***** Provided records

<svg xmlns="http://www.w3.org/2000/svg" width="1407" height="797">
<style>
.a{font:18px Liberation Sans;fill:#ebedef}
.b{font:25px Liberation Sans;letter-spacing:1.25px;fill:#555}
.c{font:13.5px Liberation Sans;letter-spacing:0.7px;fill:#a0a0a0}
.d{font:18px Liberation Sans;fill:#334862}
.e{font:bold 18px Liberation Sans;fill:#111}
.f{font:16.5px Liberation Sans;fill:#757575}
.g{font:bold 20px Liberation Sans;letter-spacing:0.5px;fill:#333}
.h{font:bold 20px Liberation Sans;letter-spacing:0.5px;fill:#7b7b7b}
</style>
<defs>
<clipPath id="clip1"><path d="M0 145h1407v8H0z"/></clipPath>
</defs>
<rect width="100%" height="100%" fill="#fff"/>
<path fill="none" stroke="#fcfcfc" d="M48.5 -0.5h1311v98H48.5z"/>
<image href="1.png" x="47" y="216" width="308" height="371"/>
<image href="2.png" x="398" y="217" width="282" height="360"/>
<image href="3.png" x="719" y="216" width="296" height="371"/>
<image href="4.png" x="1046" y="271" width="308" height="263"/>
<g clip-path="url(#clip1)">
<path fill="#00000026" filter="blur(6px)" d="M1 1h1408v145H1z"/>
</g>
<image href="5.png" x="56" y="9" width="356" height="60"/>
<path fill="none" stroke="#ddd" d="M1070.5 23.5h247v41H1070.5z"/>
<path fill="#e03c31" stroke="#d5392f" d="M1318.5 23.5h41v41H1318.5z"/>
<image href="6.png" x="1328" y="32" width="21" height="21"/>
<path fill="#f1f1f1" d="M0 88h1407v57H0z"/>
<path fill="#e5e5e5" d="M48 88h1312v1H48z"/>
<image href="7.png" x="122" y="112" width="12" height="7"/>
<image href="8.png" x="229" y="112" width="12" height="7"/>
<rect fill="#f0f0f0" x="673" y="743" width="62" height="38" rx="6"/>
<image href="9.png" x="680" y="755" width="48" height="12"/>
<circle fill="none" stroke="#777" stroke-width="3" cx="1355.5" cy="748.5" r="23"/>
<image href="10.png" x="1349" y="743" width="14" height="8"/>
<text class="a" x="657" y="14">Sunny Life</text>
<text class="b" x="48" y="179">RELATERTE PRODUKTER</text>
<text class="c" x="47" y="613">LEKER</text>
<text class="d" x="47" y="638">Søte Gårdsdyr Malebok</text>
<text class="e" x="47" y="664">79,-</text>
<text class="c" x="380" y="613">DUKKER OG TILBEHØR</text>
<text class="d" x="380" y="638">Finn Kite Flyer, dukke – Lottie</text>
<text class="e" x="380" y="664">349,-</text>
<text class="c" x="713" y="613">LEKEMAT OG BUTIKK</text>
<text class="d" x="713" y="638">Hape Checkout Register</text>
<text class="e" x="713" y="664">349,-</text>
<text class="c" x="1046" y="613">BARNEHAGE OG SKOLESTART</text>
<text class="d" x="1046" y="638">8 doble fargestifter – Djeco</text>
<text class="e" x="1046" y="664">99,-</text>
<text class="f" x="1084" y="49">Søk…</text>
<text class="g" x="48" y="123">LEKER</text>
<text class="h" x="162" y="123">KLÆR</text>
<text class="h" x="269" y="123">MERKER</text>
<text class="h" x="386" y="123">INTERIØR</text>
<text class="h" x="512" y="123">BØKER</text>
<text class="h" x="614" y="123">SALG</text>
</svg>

**********
***** Provided records

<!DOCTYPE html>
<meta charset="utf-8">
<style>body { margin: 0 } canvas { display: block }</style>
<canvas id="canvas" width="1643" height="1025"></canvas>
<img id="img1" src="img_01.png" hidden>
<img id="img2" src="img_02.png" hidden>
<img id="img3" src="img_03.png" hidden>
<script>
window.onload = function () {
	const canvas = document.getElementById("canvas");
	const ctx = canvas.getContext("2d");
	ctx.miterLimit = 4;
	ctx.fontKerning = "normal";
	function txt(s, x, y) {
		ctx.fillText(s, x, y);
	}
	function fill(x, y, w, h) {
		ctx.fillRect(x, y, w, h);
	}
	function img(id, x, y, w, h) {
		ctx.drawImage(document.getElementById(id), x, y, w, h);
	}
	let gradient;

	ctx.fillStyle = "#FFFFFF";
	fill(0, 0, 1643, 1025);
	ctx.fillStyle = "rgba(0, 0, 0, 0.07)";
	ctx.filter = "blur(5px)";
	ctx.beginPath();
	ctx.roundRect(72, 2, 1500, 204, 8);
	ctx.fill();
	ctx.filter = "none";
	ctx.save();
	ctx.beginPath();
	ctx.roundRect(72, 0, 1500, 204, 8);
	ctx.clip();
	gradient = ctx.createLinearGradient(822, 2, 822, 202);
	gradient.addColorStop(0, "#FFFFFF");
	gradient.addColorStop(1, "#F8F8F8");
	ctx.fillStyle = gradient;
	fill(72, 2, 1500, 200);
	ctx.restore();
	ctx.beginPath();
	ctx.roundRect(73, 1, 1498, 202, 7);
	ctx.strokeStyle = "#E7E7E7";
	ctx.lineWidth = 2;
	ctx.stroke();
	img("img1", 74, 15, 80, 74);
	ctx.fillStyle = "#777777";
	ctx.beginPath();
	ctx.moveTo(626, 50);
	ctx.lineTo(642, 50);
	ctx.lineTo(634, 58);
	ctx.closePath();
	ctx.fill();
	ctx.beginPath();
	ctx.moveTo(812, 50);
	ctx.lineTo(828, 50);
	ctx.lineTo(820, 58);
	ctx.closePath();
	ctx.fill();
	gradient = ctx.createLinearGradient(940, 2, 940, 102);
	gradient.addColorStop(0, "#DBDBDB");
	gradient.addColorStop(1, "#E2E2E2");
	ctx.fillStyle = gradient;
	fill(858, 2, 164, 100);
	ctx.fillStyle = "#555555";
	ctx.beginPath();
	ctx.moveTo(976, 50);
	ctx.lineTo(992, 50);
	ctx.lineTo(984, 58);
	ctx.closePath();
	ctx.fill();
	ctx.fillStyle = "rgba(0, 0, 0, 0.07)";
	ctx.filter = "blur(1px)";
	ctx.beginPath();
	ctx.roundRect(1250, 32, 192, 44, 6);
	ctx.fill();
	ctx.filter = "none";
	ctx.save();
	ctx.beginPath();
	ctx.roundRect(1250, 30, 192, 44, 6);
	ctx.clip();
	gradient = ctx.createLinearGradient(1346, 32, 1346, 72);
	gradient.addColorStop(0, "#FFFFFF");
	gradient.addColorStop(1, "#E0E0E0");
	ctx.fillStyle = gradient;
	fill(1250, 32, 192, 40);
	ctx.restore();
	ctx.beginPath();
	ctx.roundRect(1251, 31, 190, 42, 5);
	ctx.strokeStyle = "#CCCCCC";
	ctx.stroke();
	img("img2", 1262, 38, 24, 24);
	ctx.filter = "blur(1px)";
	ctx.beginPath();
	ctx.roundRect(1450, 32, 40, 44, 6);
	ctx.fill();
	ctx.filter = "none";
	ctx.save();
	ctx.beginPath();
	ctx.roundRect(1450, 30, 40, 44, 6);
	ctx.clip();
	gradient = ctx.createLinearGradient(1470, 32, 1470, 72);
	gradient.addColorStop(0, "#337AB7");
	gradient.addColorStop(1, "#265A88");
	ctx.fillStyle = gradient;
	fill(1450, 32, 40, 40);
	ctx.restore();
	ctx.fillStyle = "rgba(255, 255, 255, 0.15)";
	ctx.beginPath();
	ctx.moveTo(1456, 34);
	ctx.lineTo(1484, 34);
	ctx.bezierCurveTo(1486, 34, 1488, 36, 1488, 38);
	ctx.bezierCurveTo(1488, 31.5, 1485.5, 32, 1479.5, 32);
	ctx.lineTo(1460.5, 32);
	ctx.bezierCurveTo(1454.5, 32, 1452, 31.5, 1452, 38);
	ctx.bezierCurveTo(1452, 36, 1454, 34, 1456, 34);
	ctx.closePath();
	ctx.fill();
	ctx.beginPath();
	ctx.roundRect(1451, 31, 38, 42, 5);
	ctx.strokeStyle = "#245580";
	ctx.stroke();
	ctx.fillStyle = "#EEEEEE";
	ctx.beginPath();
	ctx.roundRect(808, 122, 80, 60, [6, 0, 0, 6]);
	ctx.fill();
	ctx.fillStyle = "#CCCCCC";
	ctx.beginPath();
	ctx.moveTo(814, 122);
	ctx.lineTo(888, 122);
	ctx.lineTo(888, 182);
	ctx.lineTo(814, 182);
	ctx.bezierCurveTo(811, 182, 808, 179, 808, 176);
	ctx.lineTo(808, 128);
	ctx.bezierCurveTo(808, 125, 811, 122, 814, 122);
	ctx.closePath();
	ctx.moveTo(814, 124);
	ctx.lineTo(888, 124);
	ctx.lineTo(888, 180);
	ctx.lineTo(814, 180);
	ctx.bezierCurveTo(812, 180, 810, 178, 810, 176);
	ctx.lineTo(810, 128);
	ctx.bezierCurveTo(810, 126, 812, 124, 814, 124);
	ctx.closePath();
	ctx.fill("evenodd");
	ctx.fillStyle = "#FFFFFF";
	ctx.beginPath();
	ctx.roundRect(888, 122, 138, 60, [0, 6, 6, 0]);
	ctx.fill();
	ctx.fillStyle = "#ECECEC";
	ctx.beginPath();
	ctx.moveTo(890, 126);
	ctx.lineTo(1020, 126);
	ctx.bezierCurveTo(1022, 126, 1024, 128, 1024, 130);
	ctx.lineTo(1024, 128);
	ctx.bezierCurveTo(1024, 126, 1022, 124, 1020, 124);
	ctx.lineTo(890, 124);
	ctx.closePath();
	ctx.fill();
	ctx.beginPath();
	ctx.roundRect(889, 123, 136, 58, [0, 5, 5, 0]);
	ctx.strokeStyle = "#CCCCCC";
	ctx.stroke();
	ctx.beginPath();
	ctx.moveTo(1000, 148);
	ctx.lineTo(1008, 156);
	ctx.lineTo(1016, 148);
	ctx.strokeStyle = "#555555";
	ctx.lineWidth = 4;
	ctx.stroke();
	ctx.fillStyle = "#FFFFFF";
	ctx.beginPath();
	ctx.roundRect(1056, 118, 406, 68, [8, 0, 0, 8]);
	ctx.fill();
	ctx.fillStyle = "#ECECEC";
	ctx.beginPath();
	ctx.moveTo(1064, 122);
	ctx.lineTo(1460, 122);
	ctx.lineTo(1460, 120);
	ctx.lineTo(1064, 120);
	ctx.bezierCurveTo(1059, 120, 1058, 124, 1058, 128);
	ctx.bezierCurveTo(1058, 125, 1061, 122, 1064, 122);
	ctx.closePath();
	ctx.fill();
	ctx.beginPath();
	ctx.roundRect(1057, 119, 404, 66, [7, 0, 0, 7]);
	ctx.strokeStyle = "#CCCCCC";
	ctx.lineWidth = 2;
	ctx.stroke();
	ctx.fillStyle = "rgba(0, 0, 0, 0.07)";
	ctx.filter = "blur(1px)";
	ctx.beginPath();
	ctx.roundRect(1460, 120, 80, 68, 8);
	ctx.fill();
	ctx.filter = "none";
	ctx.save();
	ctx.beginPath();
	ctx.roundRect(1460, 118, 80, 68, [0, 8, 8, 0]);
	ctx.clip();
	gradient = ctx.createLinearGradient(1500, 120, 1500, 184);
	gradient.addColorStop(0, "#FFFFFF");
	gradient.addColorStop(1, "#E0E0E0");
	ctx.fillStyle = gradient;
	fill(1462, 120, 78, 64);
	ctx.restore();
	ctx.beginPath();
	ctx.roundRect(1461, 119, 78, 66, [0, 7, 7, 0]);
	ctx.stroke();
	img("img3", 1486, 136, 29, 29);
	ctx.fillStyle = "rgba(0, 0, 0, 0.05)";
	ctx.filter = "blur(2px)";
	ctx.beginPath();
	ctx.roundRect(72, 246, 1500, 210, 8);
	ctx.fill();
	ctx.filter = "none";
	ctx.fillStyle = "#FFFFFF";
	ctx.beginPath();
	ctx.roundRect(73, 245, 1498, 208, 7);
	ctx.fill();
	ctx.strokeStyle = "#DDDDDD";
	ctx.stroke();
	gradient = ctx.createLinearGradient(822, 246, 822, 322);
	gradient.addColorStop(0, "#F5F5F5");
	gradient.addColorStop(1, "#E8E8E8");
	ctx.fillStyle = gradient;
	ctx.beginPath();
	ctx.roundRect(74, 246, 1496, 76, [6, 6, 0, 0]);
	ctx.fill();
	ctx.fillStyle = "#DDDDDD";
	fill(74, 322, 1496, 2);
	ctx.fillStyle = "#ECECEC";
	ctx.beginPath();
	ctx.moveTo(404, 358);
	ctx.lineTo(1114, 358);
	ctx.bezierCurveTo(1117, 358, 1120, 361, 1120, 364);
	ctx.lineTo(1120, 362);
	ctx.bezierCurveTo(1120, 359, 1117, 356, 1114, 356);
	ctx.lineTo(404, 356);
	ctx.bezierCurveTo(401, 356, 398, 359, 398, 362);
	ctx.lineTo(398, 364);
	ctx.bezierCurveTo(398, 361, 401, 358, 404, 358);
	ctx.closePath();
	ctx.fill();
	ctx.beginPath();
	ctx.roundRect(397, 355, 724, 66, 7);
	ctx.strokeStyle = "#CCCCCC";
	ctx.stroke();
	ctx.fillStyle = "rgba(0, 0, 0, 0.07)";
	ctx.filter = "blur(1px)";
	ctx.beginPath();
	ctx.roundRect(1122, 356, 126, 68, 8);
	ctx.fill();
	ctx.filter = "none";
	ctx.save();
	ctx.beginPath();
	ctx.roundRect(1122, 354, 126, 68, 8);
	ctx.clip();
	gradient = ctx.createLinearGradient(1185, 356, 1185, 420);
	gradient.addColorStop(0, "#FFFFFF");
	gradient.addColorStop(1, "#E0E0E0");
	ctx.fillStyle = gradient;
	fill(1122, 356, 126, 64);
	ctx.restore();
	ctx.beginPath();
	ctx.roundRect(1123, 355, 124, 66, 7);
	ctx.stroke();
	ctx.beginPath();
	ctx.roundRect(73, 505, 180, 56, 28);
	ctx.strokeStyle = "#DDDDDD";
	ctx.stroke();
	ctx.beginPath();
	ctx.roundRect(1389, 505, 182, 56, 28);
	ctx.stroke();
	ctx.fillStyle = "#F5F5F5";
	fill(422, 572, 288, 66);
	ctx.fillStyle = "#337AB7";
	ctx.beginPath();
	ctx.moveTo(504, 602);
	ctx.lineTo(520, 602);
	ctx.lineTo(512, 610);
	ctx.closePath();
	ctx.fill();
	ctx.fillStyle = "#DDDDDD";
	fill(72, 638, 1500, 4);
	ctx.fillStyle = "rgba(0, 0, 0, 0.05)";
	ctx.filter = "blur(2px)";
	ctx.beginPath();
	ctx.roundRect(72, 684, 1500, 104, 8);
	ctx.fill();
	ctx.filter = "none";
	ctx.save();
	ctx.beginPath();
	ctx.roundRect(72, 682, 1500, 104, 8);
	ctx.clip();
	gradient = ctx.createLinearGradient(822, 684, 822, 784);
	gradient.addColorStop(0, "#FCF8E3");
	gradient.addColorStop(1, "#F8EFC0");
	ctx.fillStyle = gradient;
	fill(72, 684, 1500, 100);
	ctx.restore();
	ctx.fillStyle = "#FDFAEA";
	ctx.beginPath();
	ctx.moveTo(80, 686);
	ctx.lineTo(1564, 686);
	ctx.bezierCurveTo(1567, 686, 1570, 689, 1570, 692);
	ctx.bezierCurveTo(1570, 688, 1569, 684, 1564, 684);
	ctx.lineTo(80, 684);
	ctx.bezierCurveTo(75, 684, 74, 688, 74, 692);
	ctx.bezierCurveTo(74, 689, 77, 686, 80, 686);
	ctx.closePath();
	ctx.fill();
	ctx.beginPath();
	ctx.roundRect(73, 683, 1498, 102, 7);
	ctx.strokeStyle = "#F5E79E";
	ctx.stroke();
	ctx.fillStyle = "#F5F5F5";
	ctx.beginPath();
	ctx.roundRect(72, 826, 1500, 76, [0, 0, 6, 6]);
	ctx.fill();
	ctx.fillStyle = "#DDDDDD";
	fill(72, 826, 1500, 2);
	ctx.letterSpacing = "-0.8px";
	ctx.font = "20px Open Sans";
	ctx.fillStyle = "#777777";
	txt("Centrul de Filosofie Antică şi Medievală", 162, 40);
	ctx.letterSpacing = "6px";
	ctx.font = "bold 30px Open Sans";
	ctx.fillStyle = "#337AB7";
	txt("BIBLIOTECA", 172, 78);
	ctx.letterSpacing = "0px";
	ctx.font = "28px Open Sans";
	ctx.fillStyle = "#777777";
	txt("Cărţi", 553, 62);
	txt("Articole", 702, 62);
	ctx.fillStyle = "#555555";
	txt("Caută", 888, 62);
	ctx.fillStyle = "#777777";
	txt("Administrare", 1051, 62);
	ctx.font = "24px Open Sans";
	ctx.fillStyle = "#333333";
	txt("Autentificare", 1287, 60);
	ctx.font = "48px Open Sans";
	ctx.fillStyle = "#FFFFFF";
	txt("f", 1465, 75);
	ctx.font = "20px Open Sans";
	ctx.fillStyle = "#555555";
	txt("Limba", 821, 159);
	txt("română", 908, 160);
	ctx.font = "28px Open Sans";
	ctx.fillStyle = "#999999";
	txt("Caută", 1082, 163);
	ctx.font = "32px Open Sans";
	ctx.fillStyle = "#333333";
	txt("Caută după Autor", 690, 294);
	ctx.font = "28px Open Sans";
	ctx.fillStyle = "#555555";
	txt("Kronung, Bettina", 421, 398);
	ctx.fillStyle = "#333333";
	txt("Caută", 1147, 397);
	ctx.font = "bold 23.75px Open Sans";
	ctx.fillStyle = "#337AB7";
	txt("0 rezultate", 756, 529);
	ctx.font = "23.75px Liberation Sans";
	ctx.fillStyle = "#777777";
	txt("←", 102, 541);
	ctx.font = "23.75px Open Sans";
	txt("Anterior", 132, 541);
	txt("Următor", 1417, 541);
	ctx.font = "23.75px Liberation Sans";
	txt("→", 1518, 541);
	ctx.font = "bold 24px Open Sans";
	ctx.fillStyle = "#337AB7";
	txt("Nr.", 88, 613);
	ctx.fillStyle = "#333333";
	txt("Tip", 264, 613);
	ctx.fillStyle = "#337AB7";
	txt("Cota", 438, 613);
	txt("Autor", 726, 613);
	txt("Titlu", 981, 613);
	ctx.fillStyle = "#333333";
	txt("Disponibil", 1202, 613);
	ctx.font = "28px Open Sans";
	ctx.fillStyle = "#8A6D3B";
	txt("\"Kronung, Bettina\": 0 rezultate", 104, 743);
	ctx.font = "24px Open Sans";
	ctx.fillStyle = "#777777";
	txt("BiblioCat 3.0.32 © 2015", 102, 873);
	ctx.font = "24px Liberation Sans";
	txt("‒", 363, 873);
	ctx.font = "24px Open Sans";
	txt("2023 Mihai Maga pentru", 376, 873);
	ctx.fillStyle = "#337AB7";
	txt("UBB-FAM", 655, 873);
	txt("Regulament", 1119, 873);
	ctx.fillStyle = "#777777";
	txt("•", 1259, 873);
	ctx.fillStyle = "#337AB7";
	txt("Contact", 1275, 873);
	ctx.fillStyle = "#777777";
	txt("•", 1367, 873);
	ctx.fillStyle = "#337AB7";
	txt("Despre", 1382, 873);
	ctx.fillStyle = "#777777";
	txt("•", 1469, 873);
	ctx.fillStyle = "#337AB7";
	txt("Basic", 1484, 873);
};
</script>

**********

Run a filter over the data above and keep each line that contains the word "moveTo".

Final answer:
	ctx.moveTo(626, 50);
	ctx.moveTo(812, 50);
	ctx.moveTo(976, 50);
	ctx.moveTo(1456, 34);
	ctx.moveTo(814, 122);
	ctx.moveTo(814, 124);
	ctx.moveTo(890, 126);
	ctx.moveTo(1000, 148);
	ctx.moveTo(1064, 122);
	ctx.moveTo(404, 358);
	ctx.moveTo(504, 602);
	ctx.moveTo(80, 686);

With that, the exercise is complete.